You know the feeling — that gravity you feel when you hear the price of a competitor or see the sale they are currently running. You jump ahead to the conclusion that they will sell more than you because their price is lower. This initial assumption is met with anxiety and the fear-driven decision to lower your price in order to compete. Alas, this assumption is not alone! It’s quietly accompanied by the belief that the buyer who goes for the lowest price is your buyer as well….
This is a self-defeating attitude that leads you down the path of unsatisfied customers and razor-thin margins. By competing on price, you have forfeited your self-respect and fallen prey to the race to the bottom of price and the type of bottom dwellers (consumers) who live there.
Before I journey onward, if this race to the bottom is one you enjoy and find fruitful, then to each their own. However, in my personal experience, I have seen dozens of businesses find themselves here, only gasping for air as the oxygen of profitability drops below sustainable levels making it impossible for them to provide true value and ultimately survive. Overall, I believe founders deserve better.

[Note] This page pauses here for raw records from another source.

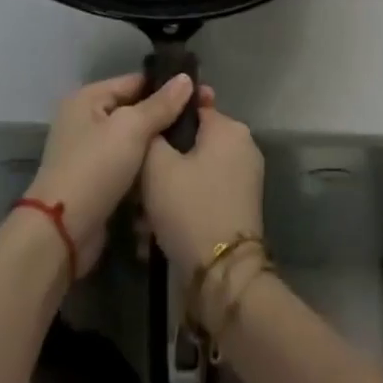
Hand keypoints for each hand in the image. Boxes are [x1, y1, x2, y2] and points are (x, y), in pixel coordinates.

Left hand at [24, 73, 198, 275]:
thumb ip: (161, 104)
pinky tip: (173, 172)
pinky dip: (146, 170)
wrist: (62, 233)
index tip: (202, 94)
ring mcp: (91, 153)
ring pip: (135, 142)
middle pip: (135, 112)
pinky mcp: (98, 183)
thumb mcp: (131, 128)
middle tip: (202, 122)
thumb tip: (186, 77)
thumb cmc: (95, 168)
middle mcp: (86, 120)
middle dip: (166, 119)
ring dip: (158, 148)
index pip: (135, 82)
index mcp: (87, 98)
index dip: (167, 87)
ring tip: (194, 147)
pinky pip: (129, 167)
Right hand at [140, 101, 264, 274]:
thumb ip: (152, 132)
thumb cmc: (189, 207)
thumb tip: (155, 119)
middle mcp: (243, 146)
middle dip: (163, 162)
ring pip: (195, 171)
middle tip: (137, 184)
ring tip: (142, 216)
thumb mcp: (157, 165)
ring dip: (169, 188)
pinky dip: (183, 204)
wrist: (223, 275)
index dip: (163, 120)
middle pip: (192, 143)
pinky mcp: (241, 206)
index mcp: (229, 128)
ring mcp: (245, 177)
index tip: (140, 138)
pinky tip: (156, 229)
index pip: (190, 107)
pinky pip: (205, 192)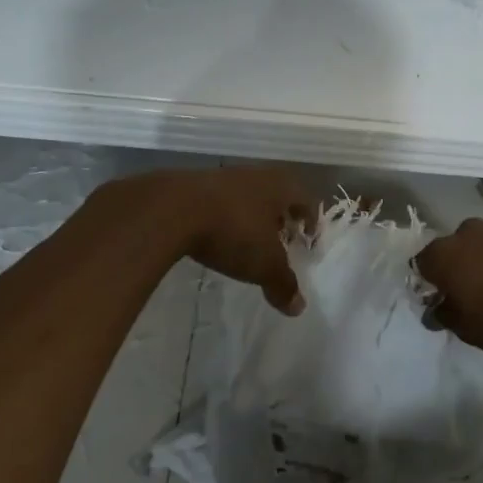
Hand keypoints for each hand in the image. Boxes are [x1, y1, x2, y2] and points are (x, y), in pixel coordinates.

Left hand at [161, 166, 315, 315]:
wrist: (172, 209)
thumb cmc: (232, 231)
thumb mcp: (264, 264)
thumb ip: (283, 284)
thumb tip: (298, 307)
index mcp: (280, 186)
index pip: (306, 199)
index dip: (310, 220)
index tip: (308, 238)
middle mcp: (256, 175)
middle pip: (277, 194)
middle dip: (281, 217)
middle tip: (282, 240)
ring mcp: (223, 177)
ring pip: (248, 196)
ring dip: (252, 216)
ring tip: (249, 241)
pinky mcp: (194, 185)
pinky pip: (220, 201)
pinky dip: (225, 217)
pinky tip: (218, 236)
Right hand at [414, 218, 482, 359]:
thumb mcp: (468, 331)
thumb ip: (445, 316)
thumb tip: (435, 311)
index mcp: (446, 255)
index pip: (423, 262)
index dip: (430, 280)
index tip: (442, 298)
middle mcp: (471, 232)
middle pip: (457, 245)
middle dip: (463, 264)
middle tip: (476, 291)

When we challenge ourselves not to follow the downward pressure of price wars, we empower the business to stand out. Just because a competitor may charge much lower than you for their offering doesn’t mean you have to.

Yes, markets do have standards of pricing — there’s an average. The middle area is where prices gravitate towards because when a new player enters the market, they look around and see what everyone else is charging (you may be guilty of this yourself). The assumption here is that all providers of the offering are providing the same amount of value. This belief puts a ceiling on your potential and is just wrong.
Competing on price means competing with yourself, as your own innate assumptions drive you further down the abyss of lower prices and sales. The remedy is to compete on perception, not price.
The first step is to change your perception of your business. Your business is not for everyone and just because someone can buy does not make them your buyer. (For more information on this, check out our Brandy podcast, Grassroots Marketing & Brand Growth )
Next, you need to change your perception of pricing. Pricing isn’t a number to justify cost, but a signal of value. Your pricing not only signals your value, but helps the right audience appreciate you for it. (For more on this, check out my Thunq article: The Pain of Price )
Lastly, you need to change your perception of your audience. Similar to performing on stage, would you want a room full of people who only paid because you had the cheapest tickets? Or do you want a room full of people who paid because they see the value in your performance and are there to experience it? (For more information on this, check out our Brandy podcast episode: The Theater of Brand)
Once you have reframed your perception of these, then you’ll be able to address the perception you are competitively bringing to the market. As your competitors bicker over price and sales, you can play a different game. A game of perception that leverages the value association of price.
When you compete over perception, the audience compares your offering, price, experience, packaging, staff, and more compared to the other options they have. Beyond who costs the least, they are now comparing how they feel about your business versus the others and their perceptions of each.
Just as competing on price is full of assumptions, competing on perception is focused on evidence that is signaling to the buyer. You are no longer making assumptions about how they see you but giving them clear signals of how they should see you.